== Exercise prompt ==
If a line holds the word "label", copy it from the entries.
=== Dataset records ===
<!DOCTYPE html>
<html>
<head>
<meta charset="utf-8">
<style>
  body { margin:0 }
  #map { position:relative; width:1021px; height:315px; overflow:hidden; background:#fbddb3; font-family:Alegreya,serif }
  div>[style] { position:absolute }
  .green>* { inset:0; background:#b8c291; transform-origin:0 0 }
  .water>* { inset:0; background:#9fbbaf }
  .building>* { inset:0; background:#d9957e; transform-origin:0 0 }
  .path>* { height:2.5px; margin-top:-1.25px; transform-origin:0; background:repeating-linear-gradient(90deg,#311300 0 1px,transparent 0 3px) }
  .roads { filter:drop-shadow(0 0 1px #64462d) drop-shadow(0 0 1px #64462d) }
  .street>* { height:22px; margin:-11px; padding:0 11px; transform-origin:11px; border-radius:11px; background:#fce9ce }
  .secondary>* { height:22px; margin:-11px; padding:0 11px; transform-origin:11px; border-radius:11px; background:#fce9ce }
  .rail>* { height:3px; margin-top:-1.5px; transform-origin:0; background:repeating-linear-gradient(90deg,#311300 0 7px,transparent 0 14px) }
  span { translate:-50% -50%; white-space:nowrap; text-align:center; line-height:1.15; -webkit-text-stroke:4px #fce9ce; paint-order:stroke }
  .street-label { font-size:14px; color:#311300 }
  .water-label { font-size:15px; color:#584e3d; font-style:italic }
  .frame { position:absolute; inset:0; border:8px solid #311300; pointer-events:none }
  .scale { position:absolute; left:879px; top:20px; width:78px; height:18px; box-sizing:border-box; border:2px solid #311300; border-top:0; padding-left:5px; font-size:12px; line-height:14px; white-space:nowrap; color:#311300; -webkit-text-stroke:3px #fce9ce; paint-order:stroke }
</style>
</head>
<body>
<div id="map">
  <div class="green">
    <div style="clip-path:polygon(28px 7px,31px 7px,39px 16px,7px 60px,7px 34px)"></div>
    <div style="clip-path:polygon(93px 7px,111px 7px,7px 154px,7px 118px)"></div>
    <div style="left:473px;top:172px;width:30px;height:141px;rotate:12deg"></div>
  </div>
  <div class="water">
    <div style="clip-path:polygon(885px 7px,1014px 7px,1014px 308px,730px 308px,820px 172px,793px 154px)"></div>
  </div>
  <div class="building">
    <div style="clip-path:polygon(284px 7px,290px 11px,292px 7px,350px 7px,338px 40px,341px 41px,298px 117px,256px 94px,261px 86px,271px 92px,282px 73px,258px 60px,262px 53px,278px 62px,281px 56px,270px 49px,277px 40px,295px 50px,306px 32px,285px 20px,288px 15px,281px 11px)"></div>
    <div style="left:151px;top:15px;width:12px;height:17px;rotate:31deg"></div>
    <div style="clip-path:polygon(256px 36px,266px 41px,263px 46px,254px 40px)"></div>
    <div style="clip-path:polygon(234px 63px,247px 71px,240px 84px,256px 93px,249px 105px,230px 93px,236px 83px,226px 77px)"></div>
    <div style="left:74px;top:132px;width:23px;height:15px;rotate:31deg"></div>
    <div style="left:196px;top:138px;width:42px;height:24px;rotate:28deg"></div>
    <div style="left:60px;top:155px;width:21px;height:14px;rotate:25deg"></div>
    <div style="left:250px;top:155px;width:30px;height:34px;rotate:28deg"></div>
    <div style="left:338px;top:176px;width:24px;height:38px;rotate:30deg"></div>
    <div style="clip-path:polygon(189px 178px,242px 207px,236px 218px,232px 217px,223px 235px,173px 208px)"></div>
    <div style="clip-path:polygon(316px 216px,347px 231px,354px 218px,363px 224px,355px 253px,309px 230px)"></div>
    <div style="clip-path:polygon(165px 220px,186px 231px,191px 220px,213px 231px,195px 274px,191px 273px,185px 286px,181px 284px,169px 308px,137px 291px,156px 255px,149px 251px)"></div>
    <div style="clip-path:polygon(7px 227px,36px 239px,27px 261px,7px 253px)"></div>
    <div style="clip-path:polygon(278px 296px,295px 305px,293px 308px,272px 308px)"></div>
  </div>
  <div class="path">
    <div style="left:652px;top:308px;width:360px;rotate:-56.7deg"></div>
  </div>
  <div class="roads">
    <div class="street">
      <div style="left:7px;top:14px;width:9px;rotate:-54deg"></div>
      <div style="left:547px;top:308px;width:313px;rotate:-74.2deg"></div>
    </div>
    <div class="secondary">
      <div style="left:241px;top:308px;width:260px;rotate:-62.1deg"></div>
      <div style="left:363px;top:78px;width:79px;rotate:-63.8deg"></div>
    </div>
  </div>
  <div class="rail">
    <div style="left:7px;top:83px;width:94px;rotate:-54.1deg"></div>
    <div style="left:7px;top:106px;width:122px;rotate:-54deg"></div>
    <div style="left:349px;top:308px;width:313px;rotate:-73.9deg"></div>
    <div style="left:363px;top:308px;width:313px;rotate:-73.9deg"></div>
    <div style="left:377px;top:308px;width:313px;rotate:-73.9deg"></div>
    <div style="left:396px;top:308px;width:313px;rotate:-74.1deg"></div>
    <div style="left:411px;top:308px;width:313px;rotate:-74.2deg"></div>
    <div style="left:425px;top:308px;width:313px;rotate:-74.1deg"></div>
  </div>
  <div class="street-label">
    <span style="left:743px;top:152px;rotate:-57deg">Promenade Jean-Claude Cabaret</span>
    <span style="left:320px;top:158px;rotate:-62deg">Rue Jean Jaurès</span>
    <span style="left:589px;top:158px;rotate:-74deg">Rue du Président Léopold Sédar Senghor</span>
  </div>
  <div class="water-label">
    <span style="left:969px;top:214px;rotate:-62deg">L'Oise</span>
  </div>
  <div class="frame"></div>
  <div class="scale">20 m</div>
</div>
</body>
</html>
===
== Written answer ==
  .street-label { font-size:14px; color:#311300 }
  .water-label { font-size:15px; color:#584e3d; font-style:italic }
  <div class="street-label">
  <div class="water-label">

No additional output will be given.